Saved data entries

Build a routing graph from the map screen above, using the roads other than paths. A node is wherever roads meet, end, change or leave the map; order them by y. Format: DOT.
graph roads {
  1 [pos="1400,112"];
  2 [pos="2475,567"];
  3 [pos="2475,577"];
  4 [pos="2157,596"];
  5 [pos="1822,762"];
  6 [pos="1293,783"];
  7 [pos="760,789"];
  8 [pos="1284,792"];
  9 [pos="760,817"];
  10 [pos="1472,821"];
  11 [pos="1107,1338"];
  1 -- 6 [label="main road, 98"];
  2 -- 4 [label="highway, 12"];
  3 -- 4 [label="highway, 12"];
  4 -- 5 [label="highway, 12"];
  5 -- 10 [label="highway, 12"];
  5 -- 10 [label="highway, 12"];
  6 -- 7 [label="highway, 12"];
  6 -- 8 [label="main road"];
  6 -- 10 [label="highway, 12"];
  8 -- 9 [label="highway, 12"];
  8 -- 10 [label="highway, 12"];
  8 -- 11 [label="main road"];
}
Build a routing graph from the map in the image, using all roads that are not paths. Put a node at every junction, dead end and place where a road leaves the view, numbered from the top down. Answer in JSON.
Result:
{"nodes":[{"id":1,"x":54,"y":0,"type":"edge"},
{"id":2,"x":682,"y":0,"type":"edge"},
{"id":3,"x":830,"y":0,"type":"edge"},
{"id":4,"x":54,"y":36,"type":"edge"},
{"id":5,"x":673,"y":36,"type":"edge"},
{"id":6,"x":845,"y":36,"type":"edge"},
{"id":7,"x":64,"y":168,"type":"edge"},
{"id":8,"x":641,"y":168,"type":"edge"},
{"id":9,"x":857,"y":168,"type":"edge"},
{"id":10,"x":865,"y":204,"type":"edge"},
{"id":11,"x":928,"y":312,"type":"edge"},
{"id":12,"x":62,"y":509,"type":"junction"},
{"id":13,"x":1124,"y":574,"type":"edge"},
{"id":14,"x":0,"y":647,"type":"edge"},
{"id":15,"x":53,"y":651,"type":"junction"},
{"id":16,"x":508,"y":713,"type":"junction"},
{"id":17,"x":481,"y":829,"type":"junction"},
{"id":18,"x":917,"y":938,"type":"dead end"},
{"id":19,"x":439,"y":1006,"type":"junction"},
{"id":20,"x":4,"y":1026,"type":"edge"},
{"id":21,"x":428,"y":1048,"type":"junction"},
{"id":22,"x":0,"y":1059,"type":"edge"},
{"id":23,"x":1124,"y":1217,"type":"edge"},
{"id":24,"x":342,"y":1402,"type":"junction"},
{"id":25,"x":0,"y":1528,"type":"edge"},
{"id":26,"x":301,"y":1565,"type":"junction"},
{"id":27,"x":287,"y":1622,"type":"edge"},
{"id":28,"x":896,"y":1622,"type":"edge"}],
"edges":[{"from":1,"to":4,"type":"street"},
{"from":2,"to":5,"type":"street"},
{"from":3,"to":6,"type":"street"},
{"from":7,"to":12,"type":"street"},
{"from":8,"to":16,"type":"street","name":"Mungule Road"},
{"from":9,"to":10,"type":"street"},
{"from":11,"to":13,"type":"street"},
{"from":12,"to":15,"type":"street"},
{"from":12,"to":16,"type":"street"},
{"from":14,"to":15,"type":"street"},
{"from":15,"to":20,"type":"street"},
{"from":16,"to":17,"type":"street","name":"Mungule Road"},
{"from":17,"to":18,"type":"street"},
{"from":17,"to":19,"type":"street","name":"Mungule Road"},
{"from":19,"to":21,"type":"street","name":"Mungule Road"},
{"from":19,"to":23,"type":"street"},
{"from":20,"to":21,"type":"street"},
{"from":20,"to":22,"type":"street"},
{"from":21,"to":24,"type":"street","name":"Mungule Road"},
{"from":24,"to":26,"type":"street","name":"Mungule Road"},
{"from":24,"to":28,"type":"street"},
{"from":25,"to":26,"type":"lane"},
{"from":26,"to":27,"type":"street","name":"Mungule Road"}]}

*What you should do*: Top to bottom, set down the entries above word for word.

*Solved problem*:
Build a routing graph from the map screen above, using the roads other than paths. A node is wherever roads meet, end, change or leave the map; order them by y. Format: DOT.
graph roads {
  1 [pos="1400,112"];
  2 [pos="2475,567"];
  3 [pos="2475,577"];
  4 [pos="2157,596"];
  5 [pos="1822,762"];
  6 [pos="1293,783"];
  7 [pos="760,789"];
  8 [pos="1284,792"];
  9 [pos="760,817"];
  10 [pos="1472,821"];
  11 [pos="1107,1338"];
  1 -- 6 [label="main road, 98"];
  2 -- 4 [label="highway, 12"];
  3 -- 4 [label="highway, 12"];
  4 -- 5 [label="highway, 12"];
  5 -- 10 [label="highway, 12"];
  5 -- 10 [label="highway, 12"];
  6 -- 7 [label="highway, 12"];
  6 -- 8 [label="main road"];
  6 -- 10 [label="highway, 12"];
  8 -- 9 [label="highway, 12"];
  8 -- 10 [label="highway, 12"];
  8 -- 11 [label="main road"];
}
Build a routing graph from the map in the image, using all roads that are not paths. Put a node at every junction, dead end and place where a road leaves the view, numbered from the top down. Answer in JSON.
Result:
{"nodes":[{"id":1,"x":54,"y":0,"type":"edge"},
{"id":2,"x":682,"y":0,"type":"edge"},
{"id":3,"x":830,"y":0,"type":"edge"},
{"id":4,"x":54,"y":36,"type":"edge"},
{"id":5,"x":673,"y":36,"type":"edge"},
{"id":6,"x":845,"y":36,"type":"edge"},
{"id":7,"x":64,"y":168,"type":"edge"},
{"id":8,"x":641,"y":168,"type":"edge"},
{"id":9,"x":857,"y":168,"type":"edge"},
{"id":10,"x":865,"y":204,"type":"edge"},
{"id":11,"x":928,"y":312,"type":"edge"},
{"id":12,"x":62,"y":509,"type":"junction"},
{"id":13,"x":1124,"y":574,"type":"edge"},
{"id":14,"x":0,"y":647,"type":"edge"},
{"id":15,"x":53,"y":651,"type":"junction"},
{"id":16,"x":508,"y":713,"type":"junction"},
{"id":17,"x":481,"y":829,"type":"junction"},
{"id":18,"x":917,"y":938,"type":"dead end"},
{"id":19,"x":439,"y":1006,"type":"junction"},
{"id":20,"x":4,"y":1026,"type":"edge"},
{"id":21,"x":428,"y":1048,"type":"junction"},
{"id":22,"x":0,"y":1059,"type":"edge"},
{"id":23,"x":1124,"y":1217,"type":"edge"},
{"id":24,"x":342,"y":1402,"type":"junction"},
{"id":25,"x":0,"y":1528,"type":"edge"},
{"id":26,"x":301,"y":1565,"type":"junction"},
{"id":27,"x":287,"y":1622,"type":"edge"},
{"id":28,"x":896,"y":1622,"type":"edge"}],
"edges":[{"from":1,"to":4,"type":"street"},
{"from":2,"to":5,"type":"street"},
{"from":3,"to":6,"type":"street"},
{"from":7,"to":12,"type":"street"},
{"from":8,"to":16,"type":"street","name":"Mungule Road"},
{"from":9,"to":10,"type":"street"},
{"from":11,"to":13,"type":"street"},
{"from":12,"to":15,"type":"street"},
{"from":12,"to":16,"type":"street"},
{"from":14,"to":15,"type":"street"},
{"from":15,"to":20,"type":"street"},
{"from":16,"to":17,"type":"street","name":"Mungule Road"},
{"from":17,"to":18,"type":"street"},
{"from":17,"to":19,"type":"street","name":"Mungule Road"},
{"from":19,"to":21,"type":"street","name":"Mungule Road"},
{"from":19,"to":23,"type":"street"},
{"from":20,"to":21,"type":"street"},
{"from":20,"to":22,"type":"street"},
{"from":21,"to":24,"type":"street","name":"Mungule Road"},
{"from":24,"to":26,"type":"street","name":"Mungule Road"},
{"from":24,"to":28,"type":"street"},
{"from":25,"to":26,"type":"lane"},
{"from":26,"to":27,"type":"street","name":"Mungule Road"}]}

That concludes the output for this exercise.